Bu güzel halk deyişi demokrasiden ve hukuktan yana olanlarla, diktatörün safında yer tutanların arasında ki farkı anlatırken;demokrasi güçlerine de bu deyiş referans oluyor mücadele ve sabır babında.
Bu özlü, içli,veciz deyişten yola çıkarak ülkenin yaşadığı siyasi iklimine girelim.
15 Temmuz askeri darbe kalkınmasının ardından bu darbe girişimini fırsat bilen Erdoğan; istediği kanunları çıkartamadığı meclisi, kısıtlı olan özgürlükleri ve yargıyı; OHAL ile devre dışı bırakarak Kanun Hükmünde Kararnamelerle; tek adamlığının önün açan, alt yapısını hazırlayan hiçbir seçimle elde edemeyeceği bir fırsata dönüştürmek için muhaliflerine ve muhalif olan toplumun her kesimine yönelik, demokratik teamüller aykırı ,hukuk dışı uygulamalarını devreye soktu ve hız kesmeden de devam ediyor.
FETÖ terör örgütü üyesi olmak ve darbeyi desteklemekle suçlanan ve açığa alınanlar yalnız işten atılmıyorlar meslekten de men ediliyorlar..Bu yetmezmiş gibi bu insanların mal varlıklarına da el koyuyorlar.
Yani doktor doktorluk,atılan hakim avukatlık,öğretmen öğretmenlik,gazeteci gazetecilik yapamayacak,atılan subaylarda rütbesiz er oluyor.
O zaman bir karar alın OHAL’e dayandırarak kanun hükmünde karar nameyle; söyleyin fırıncılara bunlara ve bunların yakınlarına ekmek vermesinler.
Darbe girişiminin siyasi ayağını çıkartmak yerine ‘Erdoğan ve AKP’e tayfası,yandaş medyası bir de sosyal medyadaki AKtrolleri’ AKP’ye muhalif olanları ya darbeci ya da terör örgütleriyle ilişkilendirerek hedef gösteriyorlar..
Sabah gazetesinde Hilal Kaplan’ın köşesinden 7 Eylül 2016 tarihinde YÖK Başkanına atılan 2 bin 346 akademisyenlerin içinde Mehmet Altan niye yok diye sorduğu gibi!.
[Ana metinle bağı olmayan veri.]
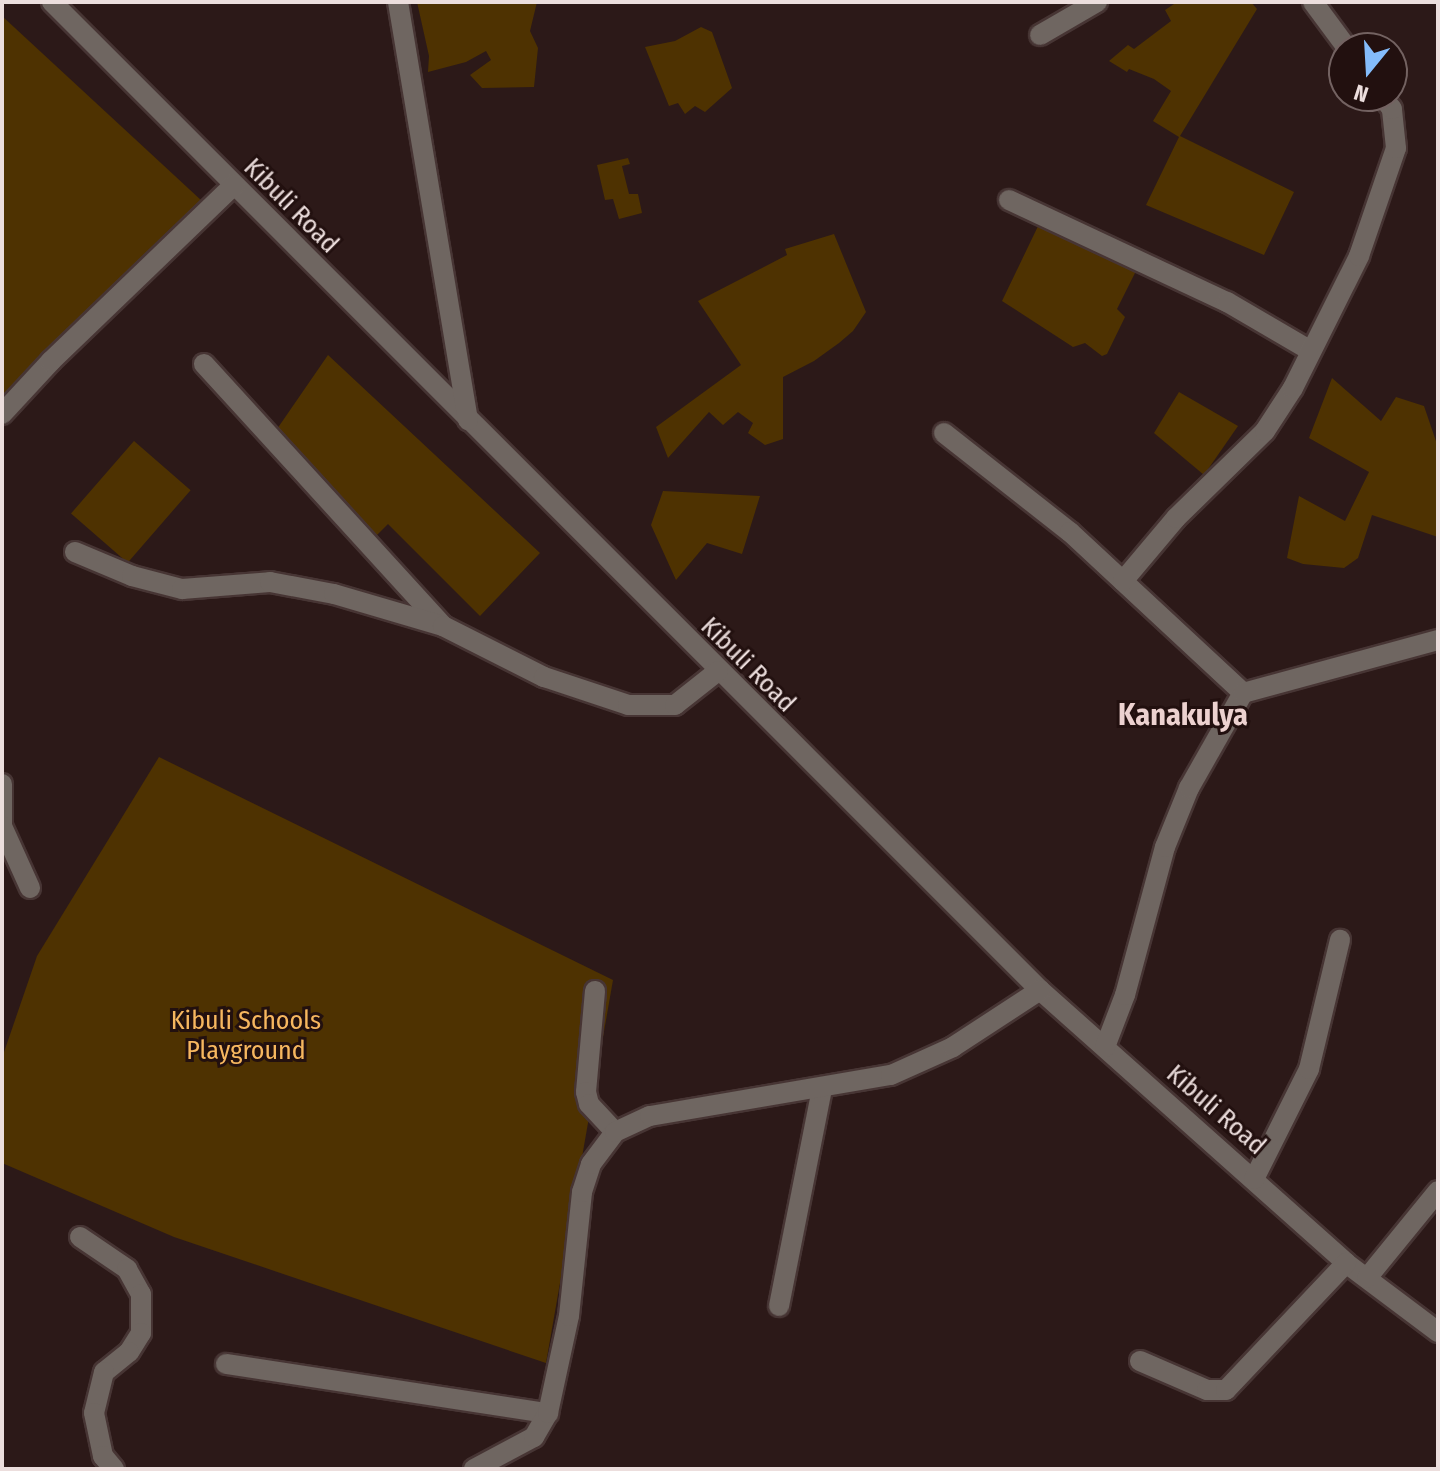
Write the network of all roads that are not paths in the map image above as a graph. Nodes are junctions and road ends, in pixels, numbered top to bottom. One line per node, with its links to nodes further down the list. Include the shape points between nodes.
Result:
1 (52, 2): 8 (street, Kibuli Road)
2 (398, 2): 13 (street)
3 (1097, 2): 6 (street)
4 (1313, 2): 5 (street)
5 (1335, 32)
6 (1040, 35)
7 (1392, 112): 10 (street, via 1396,148 1359,256)
8 (234, 185): 12 (street); 13 (street, Kibuli Road)
9 (1009, 200): 10 (street, via 1227,302)
10 (1309, 350): 16 (street, via 1293,388 1265,431 1176,518)
11 (204, 364): 17 (street)
12 (2, 414)
13 (468, 420): 19 (street, Kibuli Road)
14 (944, 433): 16 (street)
15 (75, 552): 17 (street, via 132,576 182,589 270,582 334,594)
16 (1123, 581): 20 (street)
17 (443, 626): 19 (street, via 544,677 628,705 675,705)
18 (1438, 640): 20 (street)
19 (718, 671): 25 (street, Kibuli Road)
20 (1243, 693): 27 (street, via 1189,788 1165,847 1125,995)
21 (2, 784): 22 (street)
22 (2, 826): 23 (street)
23 (30, 888)
24 (1340, 940): 30 (street, via 1309,1069)
25 (1040, 990): 27 (street, Kibuli Road); 28 (street, via 927,1060 891,1075)
26 (595, 991): 29 (street, via 586,1092 589,1104)
27 (1105, 1047): 30 (street, Kibuli Road)
28 (822, 1088): 29 (street, via 650,1116); 35 (street)
29 (615, 1132): 39 (street, via 591,1164 582,1192 569,1316)
30 (1254, 1179): 33 (street, Kibuli Road)
31 (1438, 1191): 34 (street)
32 (80, 1237): 40 (street, via 127,1269 141,1294 141,1333 129,1352 104,1372 94,1413 103,1456)
33 (1346, 1263): 34 (street, Kibuli Road); 37 (street, via 1226,1390 1207,1390)
34 (1367, 1278): 36 (street, Kibuli Road)
35 (779, 1306)
36 (1438, 1332)
37 (1140, 1361)
38 (226, 1364): 39 (street)
39 (548, 1413): 41 (street, via 534,1437)
40 (114, 1469)
41 (474, 1469)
Ahmet Hakan’da köşesinden Ahmet Altan ne zaman tutuklanacak diye az uğraşmadı.
Diğer yandaş,tetikçi, itirafçı,muhbirleri saymıyorum medyanın en medyatiklerini verdim.
Erdoğan’a muhalif olanların açığa alınması,görevden el çektirilmesi ve yazar çizerlerin tutuklanması,muhalif medyanın susturulması ve kapatılması; iki terör örgütünden biriyle ilişkilendirilerek veya darbe destekçisi diye hedef gösteriliyor insanlar..
Kamudaki sıradan memurları işten atmak darbe girişiminin siyasi ayağını ortaya çıkartmaz, bu ağacı görüp de ormanı görmemek gibi bir şey.
15 Temmuz darbe girişiminin siyasi ayağı AKP’nin içinde..
İşte Sözcü gazetesinin ortaya çıkarttığı fotoğraf bunu belgeliyordu ve tekzipte edilmedi..
12 AKP milletvekili 2012 yılında ABD’ye giderek Pensilvanya’da Fevtullah Gülen ile Erdoğan arasında arabuluculuk için bir çalışma yürütmüşler..
Ülke gündeminde muhalif olanlara cadı avı yürütülürken Erdoğan ve AKP takımını ters köşe yapan ekonomiyle ilgili gelen karar gündeme bomba gibi düştü..
Bu karar Uluslar arası kredi derecelendirme kuruluşu olan MO0DY’S ten geldi.
MOODY’S ekonominin bir yerde ülkelerin barometresini ölçen bir örgüt ve Türkiye’nin kredi notunu 3 ten 1’e düşürürken,14 bankanın da notunu düşürdü.Bunun anlamı:Türkiye artık yatırım yapılacak bir ülke değildir.
Vay bunu yapan sen misin darbeyle elde edemediklerini dış güçler, ekonomik yönden elde etmenin yolunu seçtiler gibi komplo teorileri üretmeye başladılar.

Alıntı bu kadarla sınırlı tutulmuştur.